Look through the data below. Show each line where the string "graph" occurs.
☆ ☆ ☆ ☆ ☆ ☆ ☆
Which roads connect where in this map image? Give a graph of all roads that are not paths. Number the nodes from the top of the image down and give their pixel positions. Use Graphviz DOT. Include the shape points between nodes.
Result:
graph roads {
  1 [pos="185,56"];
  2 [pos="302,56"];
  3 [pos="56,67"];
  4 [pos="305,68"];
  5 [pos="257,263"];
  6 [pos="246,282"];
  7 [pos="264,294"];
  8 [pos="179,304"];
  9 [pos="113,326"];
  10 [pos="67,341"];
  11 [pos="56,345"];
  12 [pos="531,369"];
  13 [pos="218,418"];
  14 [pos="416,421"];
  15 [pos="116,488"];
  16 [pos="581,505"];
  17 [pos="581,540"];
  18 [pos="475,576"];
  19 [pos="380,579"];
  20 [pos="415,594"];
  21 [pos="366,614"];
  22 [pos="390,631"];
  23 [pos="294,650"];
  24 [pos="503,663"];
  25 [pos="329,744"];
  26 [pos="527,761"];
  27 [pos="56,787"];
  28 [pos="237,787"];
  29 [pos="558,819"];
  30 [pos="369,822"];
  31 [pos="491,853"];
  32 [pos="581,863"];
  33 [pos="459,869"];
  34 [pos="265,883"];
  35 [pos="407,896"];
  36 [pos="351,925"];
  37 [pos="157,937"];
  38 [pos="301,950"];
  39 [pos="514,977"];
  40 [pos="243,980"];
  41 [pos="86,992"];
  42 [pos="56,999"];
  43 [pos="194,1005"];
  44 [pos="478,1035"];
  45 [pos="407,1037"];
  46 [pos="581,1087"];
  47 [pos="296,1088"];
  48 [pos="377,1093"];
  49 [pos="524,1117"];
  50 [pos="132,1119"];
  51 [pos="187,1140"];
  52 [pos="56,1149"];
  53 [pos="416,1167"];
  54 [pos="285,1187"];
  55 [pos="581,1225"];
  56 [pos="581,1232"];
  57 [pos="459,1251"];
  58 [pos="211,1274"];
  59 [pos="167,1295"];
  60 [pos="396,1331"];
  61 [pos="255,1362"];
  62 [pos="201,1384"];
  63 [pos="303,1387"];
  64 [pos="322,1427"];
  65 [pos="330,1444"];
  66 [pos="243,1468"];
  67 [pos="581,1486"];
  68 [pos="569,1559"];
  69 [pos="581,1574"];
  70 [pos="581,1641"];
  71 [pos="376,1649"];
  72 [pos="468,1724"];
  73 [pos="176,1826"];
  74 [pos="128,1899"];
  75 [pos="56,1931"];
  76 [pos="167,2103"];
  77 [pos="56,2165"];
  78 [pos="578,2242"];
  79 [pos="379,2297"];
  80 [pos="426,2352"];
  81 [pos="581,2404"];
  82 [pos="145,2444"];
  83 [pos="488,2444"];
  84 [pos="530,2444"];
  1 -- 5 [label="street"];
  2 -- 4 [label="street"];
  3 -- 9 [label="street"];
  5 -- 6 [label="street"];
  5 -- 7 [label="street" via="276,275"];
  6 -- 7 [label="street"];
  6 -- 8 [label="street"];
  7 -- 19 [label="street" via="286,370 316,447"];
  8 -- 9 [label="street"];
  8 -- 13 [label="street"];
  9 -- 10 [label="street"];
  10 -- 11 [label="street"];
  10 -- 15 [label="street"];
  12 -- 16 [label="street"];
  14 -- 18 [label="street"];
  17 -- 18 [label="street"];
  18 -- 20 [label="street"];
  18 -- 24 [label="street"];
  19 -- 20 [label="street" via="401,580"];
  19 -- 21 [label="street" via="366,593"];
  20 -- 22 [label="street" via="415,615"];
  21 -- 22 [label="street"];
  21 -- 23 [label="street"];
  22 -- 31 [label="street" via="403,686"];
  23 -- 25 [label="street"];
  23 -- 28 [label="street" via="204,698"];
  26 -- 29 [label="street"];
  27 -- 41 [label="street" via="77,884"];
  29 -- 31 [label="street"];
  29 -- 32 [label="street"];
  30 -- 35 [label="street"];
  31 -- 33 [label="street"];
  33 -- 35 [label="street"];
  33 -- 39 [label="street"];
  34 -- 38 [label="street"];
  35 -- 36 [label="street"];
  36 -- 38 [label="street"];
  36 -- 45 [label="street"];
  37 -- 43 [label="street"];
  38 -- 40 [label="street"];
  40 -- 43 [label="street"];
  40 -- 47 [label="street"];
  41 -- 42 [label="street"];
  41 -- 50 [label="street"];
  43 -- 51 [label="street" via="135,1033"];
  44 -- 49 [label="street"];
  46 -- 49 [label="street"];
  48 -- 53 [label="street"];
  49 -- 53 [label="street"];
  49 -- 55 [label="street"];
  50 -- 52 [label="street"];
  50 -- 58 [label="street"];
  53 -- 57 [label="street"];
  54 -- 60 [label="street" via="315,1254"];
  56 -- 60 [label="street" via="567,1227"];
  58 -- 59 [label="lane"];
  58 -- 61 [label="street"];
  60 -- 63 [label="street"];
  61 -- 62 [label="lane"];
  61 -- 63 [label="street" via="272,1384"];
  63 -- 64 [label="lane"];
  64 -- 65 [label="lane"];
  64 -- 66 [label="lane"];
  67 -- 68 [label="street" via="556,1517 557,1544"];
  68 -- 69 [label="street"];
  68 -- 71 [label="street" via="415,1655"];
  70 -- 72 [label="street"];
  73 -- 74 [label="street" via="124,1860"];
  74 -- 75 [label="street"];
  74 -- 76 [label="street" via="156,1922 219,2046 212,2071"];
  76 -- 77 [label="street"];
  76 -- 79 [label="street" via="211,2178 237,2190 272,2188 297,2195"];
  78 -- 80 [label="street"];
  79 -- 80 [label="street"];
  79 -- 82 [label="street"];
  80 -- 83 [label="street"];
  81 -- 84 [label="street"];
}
☆ ☆ ☆ ☆ ☆ ☆ ☆
:: EXERCISE ANSWER ::
Which roads connect where in this map image? Give a graph of all roads that are not paths. Number the nodes from the top of the image down and give their pixel positions. Use Graphviz DOT. Include the shape points between nodes.
graph roads {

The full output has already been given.